*** Provided information ***

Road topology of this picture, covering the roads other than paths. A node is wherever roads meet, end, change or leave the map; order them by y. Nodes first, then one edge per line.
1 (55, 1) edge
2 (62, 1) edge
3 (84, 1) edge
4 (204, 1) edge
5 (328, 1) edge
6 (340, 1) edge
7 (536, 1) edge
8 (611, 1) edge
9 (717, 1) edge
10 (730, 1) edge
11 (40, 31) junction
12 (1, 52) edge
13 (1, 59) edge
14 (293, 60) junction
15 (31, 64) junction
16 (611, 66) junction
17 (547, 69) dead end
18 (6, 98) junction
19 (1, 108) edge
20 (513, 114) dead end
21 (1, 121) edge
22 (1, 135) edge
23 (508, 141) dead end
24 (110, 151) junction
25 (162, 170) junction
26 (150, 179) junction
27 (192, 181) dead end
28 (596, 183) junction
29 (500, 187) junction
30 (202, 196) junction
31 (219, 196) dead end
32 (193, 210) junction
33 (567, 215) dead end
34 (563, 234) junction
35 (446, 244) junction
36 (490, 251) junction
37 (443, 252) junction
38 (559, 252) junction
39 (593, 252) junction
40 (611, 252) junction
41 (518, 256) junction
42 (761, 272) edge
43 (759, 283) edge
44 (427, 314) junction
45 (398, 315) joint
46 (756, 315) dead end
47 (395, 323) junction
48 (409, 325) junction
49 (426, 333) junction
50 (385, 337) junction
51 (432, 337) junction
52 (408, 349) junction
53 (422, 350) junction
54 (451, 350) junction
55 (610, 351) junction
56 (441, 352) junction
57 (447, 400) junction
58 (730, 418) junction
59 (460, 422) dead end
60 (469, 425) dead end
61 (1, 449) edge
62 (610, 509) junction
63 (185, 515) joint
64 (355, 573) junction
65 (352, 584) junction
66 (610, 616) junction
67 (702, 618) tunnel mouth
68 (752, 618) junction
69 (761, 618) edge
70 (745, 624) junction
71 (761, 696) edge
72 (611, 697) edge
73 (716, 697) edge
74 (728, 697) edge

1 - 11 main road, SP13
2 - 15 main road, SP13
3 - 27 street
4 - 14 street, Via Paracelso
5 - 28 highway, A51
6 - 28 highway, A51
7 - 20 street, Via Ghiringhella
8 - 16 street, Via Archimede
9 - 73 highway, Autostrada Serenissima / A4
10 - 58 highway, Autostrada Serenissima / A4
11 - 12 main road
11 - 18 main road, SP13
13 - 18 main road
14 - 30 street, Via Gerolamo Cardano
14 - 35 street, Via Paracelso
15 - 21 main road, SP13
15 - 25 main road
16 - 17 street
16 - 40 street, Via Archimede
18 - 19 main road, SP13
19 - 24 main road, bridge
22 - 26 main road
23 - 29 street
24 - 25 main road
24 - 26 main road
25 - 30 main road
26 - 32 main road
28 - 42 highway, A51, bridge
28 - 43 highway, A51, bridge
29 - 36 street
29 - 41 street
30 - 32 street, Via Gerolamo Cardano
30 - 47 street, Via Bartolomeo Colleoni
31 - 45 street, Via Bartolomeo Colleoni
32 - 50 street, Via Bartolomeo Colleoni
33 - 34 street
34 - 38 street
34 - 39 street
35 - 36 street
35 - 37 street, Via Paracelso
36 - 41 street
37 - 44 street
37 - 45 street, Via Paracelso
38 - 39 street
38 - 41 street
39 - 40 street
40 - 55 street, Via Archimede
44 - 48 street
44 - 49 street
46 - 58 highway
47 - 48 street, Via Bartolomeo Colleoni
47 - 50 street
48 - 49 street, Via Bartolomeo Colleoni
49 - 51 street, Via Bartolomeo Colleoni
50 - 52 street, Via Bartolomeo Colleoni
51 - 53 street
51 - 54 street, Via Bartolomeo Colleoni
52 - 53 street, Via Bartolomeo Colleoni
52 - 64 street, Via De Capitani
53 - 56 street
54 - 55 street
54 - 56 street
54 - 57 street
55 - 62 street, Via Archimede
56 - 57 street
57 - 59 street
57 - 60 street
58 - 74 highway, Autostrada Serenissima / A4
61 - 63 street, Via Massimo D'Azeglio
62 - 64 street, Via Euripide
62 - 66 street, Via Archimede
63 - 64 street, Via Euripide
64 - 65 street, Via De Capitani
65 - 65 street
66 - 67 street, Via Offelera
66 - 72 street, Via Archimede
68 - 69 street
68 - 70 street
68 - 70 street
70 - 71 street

*** End of Provided information ***
*** Provided information ***

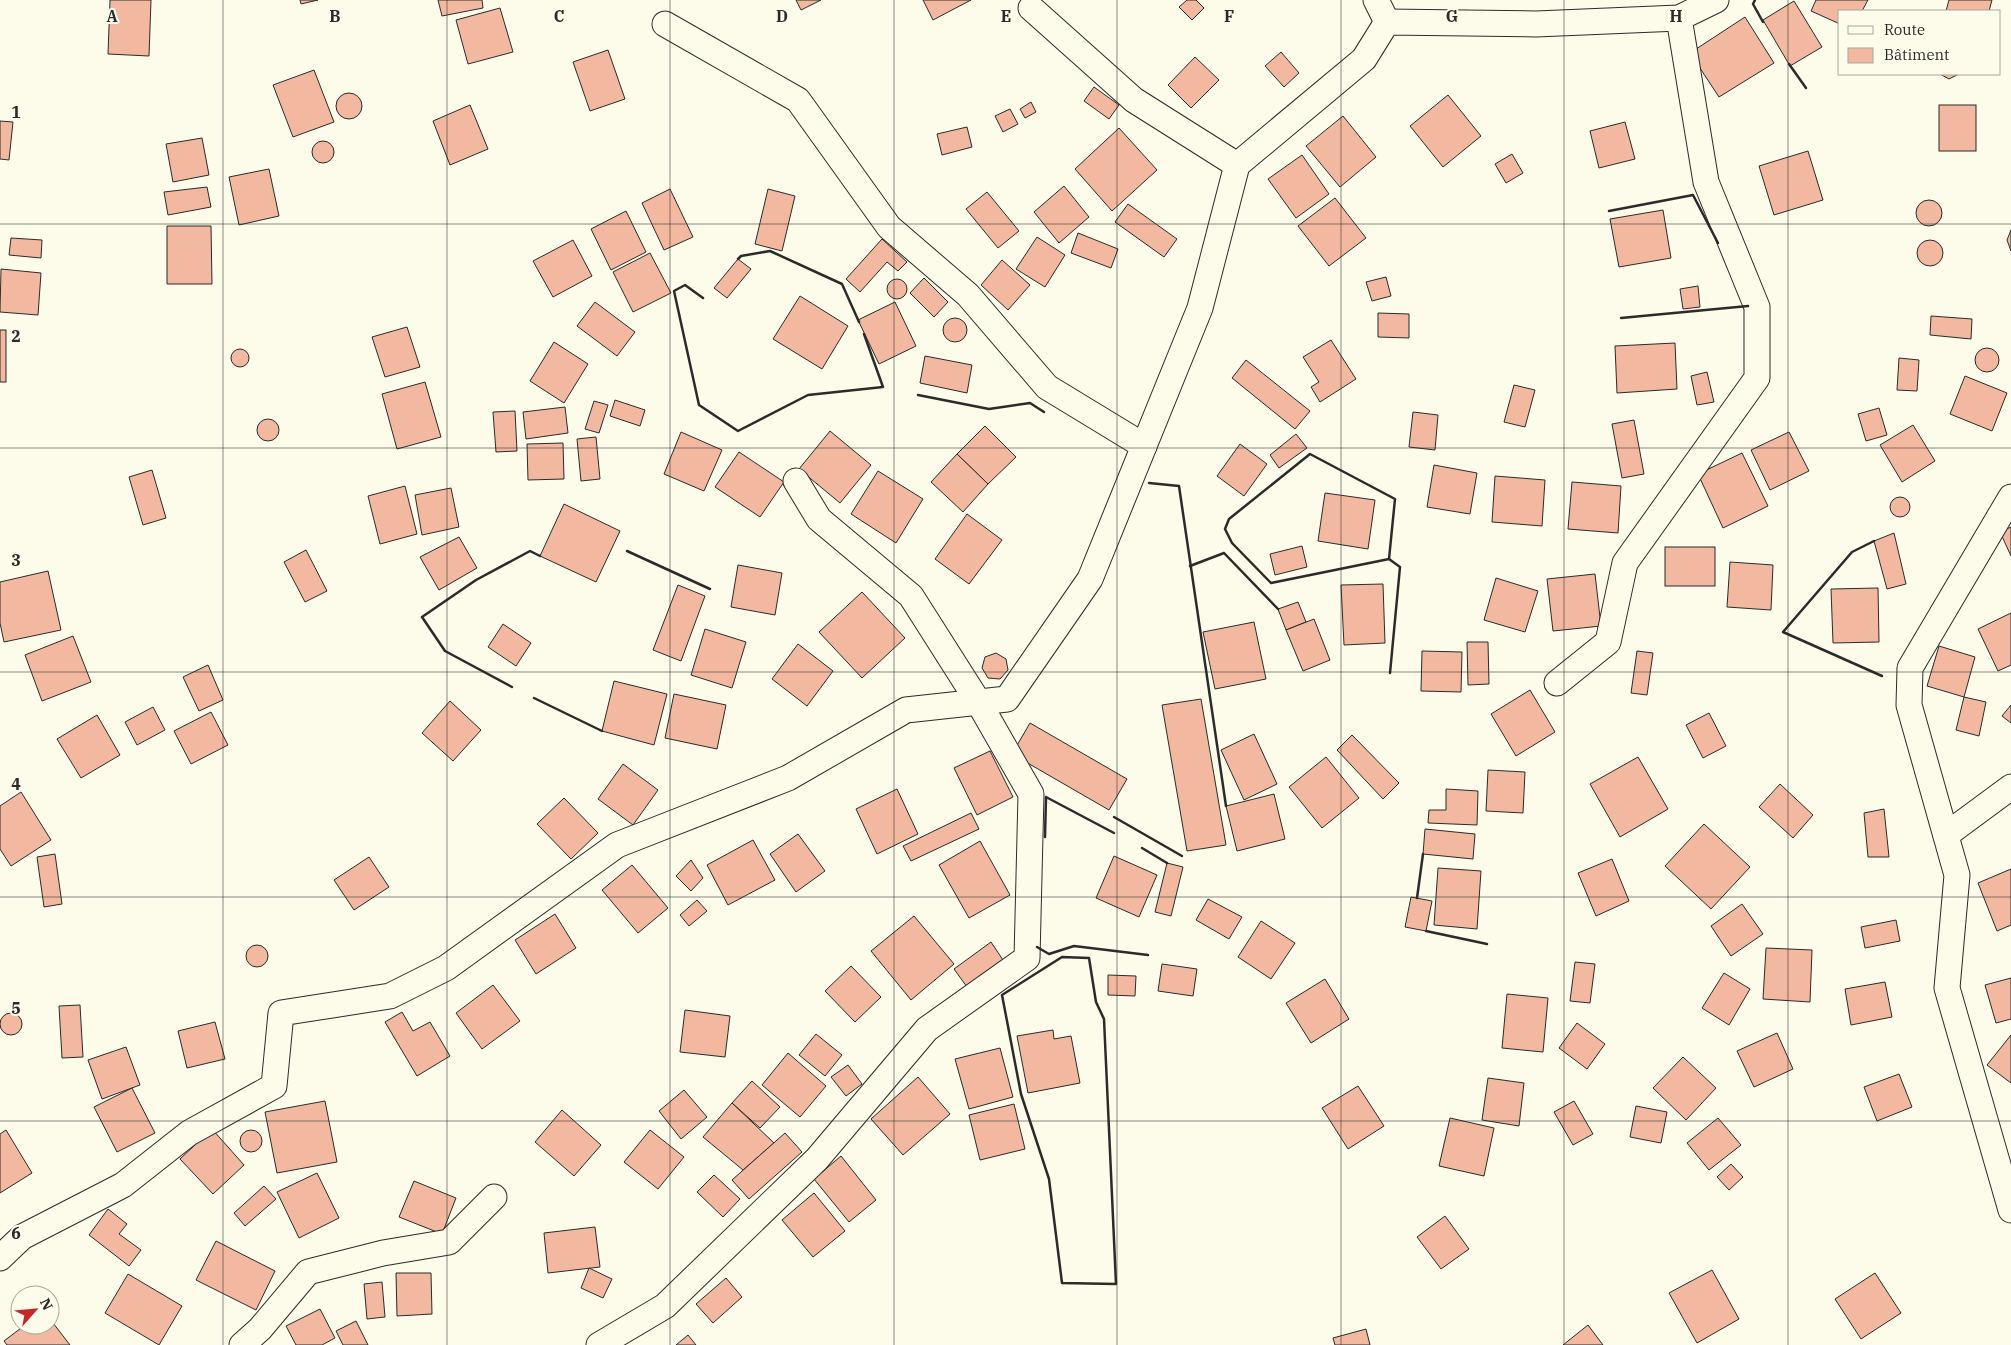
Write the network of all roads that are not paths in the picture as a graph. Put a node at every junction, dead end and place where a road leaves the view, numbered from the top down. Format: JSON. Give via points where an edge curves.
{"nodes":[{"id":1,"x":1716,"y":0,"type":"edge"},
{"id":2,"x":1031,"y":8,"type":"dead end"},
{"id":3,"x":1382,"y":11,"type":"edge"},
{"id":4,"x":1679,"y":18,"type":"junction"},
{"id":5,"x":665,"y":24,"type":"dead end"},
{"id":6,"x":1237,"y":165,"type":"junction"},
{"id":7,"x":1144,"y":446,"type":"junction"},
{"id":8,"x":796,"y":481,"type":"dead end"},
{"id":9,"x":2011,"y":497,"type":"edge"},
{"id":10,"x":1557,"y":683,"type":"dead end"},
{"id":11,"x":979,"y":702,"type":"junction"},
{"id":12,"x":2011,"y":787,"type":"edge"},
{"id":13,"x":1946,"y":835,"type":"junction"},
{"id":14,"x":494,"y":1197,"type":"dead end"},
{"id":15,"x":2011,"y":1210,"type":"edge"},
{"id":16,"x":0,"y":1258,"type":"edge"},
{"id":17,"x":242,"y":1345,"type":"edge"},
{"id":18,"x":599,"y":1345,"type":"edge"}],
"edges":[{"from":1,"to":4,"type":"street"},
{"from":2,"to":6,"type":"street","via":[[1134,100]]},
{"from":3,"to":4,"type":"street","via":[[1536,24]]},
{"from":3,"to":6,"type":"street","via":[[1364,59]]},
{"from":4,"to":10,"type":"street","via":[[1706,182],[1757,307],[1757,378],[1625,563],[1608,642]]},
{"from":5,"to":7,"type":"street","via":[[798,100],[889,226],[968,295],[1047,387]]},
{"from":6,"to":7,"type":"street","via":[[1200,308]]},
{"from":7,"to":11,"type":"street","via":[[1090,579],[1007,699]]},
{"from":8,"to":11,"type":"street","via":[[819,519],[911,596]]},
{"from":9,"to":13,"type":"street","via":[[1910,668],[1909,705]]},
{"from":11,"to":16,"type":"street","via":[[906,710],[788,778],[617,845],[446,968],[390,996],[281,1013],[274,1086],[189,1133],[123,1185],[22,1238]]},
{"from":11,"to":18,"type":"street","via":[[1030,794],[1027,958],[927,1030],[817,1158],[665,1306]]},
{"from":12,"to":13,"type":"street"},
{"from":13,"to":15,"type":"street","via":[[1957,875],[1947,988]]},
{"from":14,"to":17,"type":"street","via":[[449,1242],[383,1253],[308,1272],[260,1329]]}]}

*** End of Provided information ***
*** Provided information ***

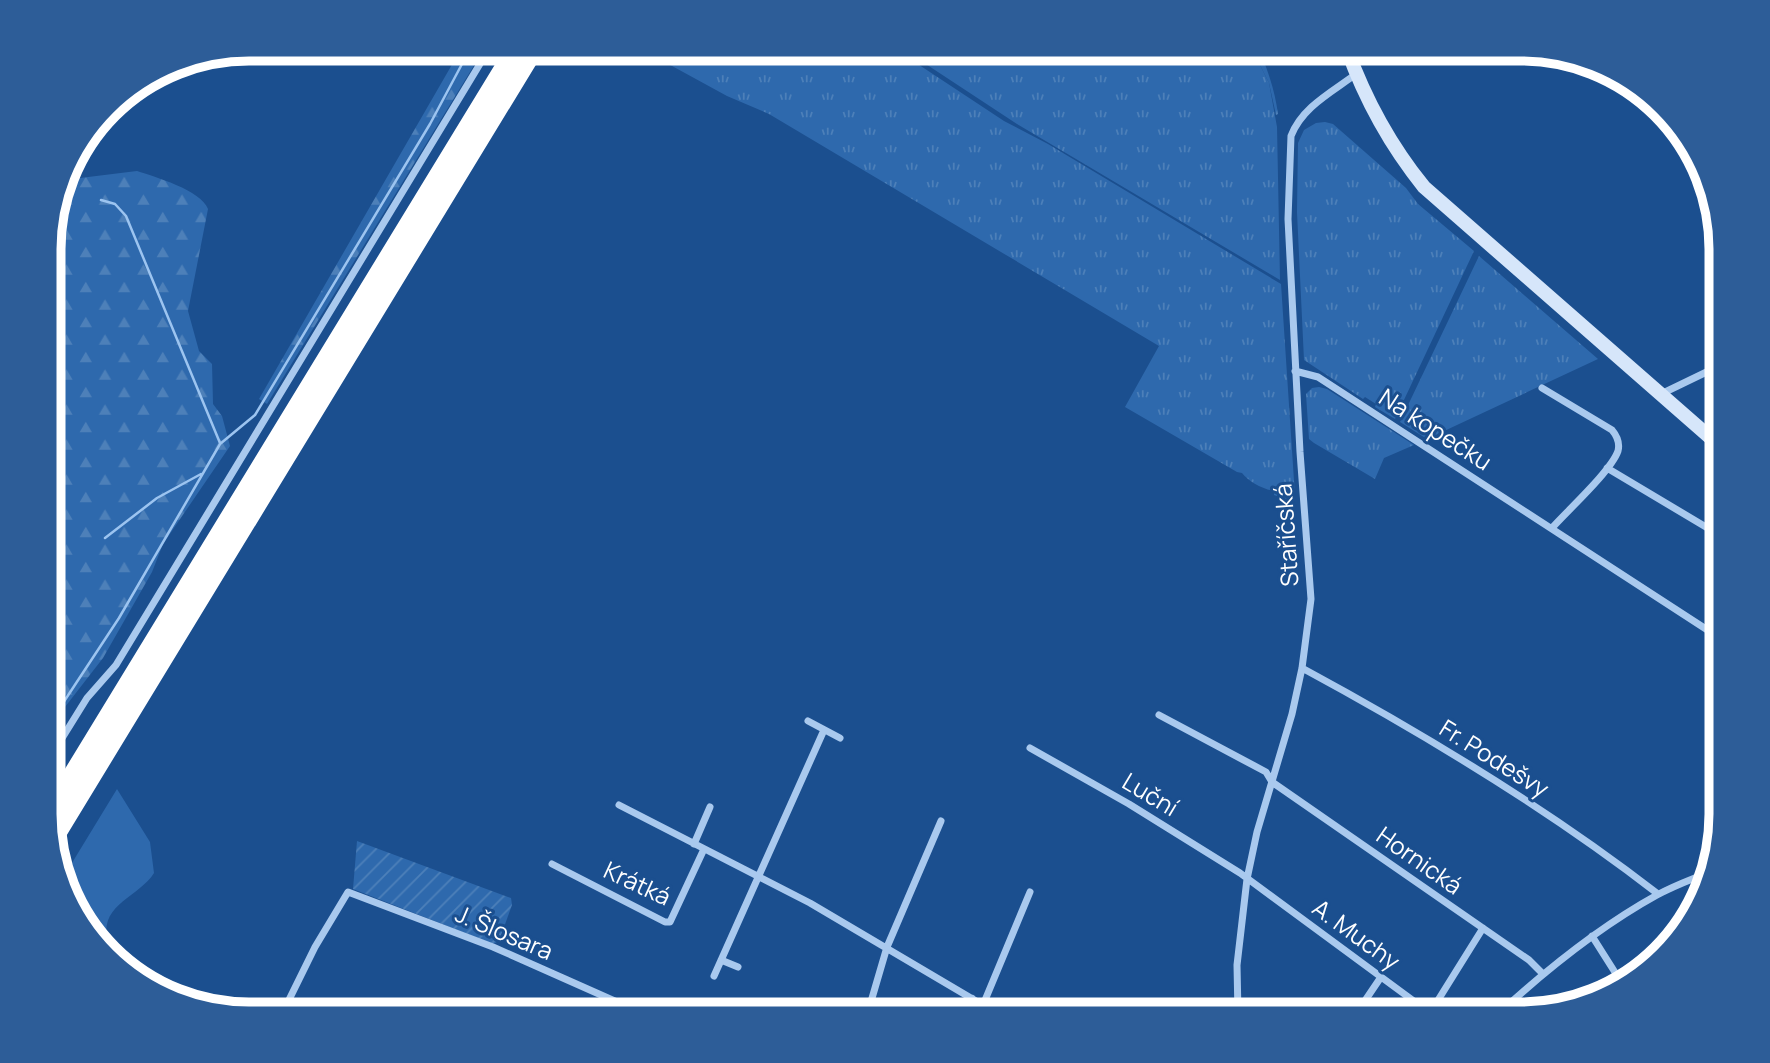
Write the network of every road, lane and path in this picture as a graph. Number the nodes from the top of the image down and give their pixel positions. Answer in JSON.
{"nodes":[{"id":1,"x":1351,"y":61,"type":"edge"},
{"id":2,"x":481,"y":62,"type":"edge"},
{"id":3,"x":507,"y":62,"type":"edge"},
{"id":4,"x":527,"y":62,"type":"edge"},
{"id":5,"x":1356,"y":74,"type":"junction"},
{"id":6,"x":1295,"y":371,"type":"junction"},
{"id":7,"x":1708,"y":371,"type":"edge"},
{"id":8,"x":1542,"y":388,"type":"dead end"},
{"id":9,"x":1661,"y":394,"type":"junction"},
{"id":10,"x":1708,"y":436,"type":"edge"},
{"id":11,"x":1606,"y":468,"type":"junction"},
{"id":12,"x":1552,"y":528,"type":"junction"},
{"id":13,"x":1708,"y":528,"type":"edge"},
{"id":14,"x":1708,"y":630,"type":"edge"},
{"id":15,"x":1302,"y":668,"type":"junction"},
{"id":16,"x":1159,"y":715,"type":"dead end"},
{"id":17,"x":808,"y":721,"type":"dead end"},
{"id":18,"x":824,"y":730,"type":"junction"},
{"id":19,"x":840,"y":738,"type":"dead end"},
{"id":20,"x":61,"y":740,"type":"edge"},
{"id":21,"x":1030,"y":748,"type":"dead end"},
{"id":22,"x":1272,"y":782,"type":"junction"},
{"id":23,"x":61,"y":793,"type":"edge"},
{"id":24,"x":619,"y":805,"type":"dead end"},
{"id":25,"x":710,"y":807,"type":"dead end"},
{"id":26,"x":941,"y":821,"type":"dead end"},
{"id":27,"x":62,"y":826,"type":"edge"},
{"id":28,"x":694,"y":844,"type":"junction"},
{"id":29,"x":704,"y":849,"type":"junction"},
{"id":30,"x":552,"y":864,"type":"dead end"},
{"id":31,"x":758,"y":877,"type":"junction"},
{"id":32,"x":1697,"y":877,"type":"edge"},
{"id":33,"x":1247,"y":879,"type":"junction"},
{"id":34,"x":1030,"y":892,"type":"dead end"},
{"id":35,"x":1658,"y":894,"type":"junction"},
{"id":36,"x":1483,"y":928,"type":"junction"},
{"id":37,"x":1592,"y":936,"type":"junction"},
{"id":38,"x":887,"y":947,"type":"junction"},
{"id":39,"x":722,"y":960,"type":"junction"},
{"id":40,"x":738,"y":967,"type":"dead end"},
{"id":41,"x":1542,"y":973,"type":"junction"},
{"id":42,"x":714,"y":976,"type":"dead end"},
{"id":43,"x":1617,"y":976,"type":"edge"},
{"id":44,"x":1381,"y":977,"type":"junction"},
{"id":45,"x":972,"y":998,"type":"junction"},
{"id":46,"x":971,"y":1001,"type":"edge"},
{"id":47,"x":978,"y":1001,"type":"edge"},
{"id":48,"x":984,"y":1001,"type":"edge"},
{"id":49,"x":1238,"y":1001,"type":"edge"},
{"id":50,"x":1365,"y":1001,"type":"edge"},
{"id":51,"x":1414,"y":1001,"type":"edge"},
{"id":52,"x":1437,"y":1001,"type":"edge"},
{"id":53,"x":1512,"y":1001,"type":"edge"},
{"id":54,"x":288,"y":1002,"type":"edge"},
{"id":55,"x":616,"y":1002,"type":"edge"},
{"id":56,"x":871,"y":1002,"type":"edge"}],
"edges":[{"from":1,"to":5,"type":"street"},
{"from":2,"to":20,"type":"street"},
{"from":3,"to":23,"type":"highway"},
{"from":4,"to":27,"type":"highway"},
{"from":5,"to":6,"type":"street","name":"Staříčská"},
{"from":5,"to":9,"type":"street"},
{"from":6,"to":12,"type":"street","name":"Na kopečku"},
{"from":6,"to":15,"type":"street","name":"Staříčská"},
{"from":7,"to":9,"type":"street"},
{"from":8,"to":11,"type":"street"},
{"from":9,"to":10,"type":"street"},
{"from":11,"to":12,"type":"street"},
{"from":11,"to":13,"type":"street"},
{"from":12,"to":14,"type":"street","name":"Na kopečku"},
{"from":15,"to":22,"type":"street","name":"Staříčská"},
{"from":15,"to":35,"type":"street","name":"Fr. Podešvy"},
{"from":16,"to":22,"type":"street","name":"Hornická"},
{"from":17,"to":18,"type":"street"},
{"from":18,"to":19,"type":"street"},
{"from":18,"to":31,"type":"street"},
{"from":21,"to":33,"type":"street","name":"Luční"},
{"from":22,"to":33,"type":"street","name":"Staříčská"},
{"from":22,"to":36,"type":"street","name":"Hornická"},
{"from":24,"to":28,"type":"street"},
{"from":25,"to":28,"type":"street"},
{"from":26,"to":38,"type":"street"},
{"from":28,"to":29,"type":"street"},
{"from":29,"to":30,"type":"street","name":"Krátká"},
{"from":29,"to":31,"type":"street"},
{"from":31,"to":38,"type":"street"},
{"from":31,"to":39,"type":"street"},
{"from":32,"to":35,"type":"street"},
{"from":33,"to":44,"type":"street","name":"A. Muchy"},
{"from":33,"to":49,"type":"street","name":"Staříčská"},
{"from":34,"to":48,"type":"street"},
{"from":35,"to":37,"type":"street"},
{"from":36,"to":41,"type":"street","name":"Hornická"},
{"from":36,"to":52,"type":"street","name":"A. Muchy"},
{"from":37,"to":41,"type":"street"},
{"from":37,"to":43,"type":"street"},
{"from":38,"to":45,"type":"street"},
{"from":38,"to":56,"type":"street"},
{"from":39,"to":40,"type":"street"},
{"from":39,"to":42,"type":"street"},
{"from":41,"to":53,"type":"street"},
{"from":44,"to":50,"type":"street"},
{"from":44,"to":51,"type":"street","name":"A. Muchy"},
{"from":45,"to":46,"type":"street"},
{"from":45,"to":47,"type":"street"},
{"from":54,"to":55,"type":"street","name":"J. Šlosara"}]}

*** End of Provided information ***

Work instruction
How many lines in the records hold the string "paths"? Answer with only that number.

Solution to this problem
2